Luminescent instabilities in dense rare earth ion systems.

摘要

This thesis reports experiments and theory on intrinsic mirrorless bistability in the luminescence of ytterbium-doped crystals and glasses. The main results are the observation of intrinsically bistable luminescence at room temperature and chromatic switching at low temperature, reported here for the first time. The nonlinear dynamics responsible for these optical phenomena are shown to arise from ion-ion interactions controlled by the application of resonant electromagnetic fields.;On the theoretical side, the classical Lorentz local field correction is shown to be the lowest order term of radiation-driven correlation contributions to local polarization which arise from inter-ion coherences and cooperative relaxation and frequency shifts beyond the dynamic shift are predicted.

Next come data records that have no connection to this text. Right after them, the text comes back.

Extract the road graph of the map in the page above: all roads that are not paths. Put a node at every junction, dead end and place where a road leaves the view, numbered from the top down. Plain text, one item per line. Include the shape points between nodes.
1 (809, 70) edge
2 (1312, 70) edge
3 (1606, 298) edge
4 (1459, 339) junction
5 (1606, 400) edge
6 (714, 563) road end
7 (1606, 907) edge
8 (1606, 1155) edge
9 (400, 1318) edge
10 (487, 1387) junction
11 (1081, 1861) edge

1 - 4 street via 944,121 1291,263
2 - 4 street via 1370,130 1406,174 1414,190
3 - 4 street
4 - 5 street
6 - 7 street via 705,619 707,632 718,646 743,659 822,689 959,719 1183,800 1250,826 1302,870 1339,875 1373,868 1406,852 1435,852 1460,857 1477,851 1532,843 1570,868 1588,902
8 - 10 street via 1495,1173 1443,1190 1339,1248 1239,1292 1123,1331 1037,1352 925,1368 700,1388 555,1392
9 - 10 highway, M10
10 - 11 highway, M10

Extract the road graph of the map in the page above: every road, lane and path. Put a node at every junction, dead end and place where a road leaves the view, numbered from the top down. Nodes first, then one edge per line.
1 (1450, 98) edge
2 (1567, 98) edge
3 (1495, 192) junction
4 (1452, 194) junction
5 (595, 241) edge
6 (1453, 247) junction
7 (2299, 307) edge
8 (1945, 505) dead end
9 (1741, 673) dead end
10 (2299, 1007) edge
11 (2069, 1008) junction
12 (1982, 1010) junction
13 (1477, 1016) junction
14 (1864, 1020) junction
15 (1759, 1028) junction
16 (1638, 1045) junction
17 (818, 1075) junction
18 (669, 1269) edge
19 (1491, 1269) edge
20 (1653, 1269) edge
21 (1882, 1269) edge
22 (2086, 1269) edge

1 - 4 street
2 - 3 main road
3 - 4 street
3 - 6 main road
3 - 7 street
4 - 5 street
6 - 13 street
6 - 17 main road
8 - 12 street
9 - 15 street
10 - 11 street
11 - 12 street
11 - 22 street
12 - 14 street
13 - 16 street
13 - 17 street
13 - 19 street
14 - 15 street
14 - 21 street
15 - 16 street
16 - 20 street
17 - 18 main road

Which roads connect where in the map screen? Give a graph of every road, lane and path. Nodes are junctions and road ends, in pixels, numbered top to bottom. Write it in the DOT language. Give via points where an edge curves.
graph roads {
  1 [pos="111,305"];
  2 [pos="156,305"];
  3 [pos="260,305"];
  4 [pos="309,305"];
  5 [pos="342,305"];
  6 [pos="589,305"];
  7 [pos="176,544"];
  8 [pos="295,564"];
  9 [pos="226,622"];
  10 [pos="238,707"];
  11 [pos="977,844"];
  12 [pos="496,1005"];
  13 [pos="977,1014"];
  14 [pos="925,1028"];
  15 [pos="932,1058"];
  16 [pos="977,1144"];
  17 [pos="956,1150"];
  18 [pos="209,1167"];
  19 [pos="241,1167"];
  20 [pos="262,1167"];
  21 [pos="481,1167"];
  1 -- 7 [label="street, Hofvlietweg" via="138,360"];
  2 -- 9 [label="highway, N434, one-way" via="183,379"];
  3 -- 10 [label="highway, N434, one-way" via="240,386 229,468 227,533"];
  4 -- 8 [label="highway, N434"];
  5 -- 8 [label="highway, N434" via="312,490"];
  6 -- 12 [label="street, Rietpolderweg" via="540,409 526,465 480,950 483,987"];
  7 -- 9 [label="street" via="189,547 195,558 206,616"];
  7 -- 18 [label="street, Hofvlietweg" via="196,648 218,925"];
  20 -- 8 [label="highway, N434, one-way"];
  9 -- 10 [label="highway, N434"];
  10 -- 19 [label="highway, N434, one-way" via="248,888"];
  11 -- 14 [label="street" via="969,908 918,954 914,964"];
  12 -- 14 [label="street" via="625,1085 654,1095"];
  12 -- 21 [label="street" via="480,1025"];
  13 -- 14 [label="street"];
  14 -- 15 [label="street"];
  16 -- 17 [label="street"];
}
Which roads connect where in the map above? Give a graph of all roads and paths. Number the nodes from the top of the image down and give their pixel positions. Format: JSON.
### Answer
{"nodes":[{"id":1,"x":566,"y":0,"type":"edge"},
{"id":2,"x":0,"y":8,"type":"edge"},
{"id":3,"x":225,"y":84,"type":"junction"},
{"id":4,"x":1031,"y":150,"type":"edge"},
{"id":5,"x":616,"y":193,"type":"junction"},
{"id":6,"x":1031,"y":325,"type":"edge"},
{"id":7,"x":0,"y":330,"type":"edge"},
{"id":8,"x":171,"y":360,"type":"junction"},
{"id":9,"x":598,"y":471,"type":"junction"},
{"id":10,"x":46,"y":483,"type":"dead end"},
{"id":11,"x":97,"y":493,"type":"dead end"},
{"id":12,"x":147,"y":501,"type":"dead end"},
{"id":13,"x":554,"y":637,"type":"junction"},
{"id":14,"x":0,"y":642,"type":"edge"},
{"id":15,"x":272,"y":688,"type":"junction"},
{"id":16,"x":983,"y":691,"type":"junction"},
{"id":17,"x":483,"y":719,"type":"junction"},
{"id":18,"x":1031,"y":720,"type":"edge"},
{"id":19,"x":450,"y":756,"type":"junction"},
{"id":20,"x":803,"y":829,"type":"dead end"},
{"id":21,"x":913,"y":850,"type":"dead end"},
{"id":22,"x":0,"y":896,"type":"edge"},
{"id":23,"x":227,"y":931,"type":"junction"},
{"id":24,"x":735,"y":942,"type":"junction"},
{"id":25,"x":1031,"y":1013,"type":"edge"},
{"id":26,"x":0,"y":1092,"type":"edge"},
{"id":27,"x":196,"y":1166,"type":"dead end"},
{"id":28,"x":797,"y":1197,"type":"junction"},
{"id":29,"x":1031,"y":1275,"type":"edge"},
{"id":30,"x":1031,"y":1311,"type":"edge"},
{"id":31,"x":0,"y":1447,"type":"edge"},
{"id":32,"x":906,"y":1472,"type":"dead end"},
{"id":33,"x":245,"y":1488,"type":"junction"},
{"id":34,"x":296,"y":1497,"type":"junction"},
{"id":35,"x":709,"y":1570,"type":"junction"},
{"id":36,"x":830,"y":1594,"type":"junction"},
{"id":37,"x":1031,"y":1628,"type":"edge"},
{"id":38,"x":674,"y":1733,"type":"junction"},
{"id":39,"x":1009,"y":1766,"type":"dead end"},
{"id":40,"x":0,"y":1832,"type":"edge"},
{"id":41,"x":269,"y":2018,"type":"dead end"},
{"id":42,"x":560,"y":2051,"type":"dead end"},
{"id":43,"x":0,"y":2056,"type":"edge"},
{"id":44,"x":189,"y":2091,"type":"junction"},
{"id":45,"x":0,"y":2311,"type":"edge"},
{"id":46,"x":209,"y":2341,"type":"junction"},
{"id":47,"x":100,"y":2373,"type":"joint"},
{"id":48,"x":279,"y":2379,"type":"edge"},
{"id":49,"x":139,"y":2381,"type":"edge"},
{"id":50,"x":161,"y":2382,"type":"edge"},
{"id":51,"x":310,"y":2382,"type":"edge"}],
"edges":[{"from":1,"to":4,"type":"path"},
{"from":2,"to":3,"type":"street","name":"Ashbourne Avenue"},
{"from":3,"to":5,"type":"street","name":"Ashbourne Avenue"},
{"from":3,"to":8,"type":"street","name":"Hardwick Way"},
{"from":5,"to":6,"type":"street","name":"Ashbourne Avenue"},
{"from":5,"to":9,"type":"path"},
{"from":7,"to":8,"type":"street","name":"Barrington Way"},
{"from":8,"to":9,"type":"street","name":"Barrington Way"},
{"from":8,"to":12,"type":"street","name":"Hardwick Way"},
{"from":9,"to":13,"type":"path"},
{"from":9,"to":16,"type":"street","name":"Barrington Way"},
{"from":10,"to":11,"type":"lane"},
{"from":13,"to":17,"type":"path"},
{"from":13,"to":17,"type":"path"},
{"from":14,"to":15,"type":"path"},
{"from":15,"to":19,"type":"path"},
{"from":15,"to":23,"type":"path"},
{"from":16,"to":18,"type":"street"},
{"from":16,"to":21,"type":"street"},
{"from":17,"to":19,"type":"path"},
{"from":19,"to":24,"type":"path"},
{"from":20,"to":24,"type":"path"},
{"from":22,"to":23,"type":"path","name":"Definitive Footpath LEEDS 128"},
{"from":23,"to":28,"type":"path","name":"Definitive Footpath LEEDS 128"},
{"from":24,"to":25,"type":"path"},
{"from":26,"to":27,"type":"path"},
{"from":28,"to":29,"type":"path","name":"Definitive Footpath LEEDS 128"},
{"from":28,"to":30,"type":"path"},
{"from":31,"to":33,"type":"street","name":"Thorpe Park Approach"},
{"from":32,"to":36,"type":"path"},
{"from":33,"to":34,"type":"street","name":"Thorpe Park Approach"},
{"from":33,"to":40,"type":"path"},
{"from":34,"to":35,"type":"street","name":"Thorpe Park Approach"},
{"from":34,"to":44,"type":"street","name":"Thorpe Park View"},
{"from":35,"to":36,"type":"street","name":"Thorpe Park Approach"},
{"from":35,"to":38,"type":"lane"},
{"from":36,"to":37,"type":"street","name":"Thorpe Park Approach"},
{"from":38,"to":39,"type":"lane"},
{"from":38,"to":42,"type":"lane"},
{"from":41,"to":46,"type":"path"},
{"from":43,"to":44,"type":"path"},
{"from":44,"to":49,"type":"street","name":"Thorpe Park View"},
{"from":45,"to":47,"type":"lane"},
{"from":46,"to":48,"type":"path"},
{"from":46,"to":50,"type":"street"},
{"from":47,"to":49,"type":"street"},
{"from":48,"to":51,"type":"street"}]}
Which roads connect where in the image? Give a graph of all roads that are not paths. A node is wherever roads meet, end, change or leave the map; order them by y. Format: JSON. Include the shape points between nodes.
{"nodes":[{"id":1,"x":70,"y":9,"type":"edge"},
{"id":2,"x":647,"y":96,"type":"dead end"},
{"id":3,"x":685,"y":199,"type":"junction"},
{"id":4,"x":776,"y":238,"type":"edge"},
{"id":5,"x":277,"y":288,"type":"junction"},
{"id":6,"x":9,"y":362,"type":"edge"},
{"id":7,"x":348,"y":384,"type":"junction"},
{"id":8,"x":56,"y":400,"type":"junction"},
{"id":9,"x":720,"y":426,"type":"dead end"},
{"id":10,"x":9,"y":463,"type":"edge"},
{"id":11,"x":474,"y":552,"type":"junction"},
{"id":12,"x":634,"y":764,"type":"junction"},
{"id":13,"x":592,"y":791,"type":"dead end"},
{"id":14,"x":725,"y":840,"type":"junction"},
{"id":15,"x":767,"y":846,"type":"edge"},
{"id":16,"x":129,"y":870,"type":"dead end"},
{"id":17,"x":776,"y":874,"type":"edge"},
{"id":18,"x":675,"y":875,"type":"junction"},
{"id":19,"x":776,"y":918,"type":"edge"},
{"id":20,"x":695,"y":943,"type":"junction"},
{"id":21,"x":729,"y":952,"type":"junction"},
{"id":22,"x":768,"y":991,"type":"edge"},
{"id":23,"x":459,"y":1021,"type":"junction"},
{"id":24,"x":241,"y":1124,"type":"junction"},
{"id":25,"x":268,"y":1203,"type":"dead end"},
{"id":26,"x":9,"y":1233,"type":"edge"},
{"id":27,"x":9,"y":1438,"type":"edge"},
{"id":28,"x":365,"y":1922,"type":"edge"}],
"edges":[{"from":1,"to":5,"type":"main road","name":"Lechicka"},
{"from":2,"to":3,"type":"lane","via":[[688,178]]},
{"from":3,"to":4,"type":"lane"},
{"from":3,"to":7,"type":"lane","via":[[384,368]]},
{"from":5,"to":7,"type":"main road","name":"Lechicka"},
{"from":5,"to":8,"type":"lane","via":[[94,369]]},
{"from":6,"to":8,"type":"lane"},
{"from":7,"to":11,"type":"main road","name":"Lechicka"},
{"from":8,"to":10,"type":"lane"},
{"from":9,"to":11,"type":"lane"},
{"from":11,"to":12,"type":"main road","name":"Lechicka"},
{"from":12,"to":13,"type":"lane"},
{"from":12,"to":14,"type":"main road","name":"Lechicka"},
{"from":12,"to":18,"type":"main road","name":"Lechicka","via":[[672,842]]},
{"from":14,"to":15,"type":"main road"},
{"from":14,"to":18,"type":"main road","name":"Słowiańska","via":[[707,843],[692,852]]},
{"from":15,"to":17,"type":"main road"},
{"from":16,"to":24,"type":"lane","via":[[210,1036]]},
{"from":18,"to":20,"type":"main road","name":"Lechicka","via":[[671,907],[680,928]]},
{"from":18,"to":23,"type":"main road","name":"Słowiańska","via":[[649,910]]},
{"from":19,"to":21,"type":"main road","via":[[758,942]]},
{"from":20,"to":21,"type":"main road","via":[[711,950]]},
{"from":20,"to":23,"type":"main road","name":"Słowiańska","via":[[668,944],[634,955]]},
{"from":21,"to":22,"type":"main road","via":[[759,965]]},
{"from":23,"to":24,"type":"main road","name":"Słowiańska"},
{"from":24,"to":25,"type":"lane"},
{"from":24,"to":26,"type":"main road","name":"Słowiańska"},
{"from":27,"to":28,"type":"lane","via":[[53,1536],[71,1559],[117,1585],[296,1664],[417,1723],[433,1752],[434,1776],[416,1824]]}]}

The nonlinear Maxwell-Bloch equations are extended to describe energy transfer between different species of ions predicting bistability in excited state populations which then emit bistable luminescence as a consequence, and an intensity dependent transfer rate is predicted. Diffusive excitation migration in space is also explored as a possible mechanism for generating multiple instabilities, but is not predicted to give rise to hysteresis loops by itself.;On the experimental side, original observations of intrinsic optical switching and hysteresis are reported in the luminescence of Yb:CsCdBr 3 and Yb, Tm:glass. Evidence of cross-coupling between different impurities is also presented, together with spectroscopic details of intrinsic chromatic switching between different luminescent transitions of the acceptor species in Yb, Er:CsCdBr3 excited at the infrared Yb resonance wavelength. Conclusive spectroscopic evidence that excludes thermal effects as responsible for low temperature intrinsic switching is also presented. Room temperature intrinsic optical switching and hysteresis are reported for the first time in bulk Yb,Tm:glass samples. Switching, hysteresis, and clamping of laser output from waveguide channels fabricated in the glass material are also reported and indicate fundamental design limitations for compact optical amplifiers and oscillators.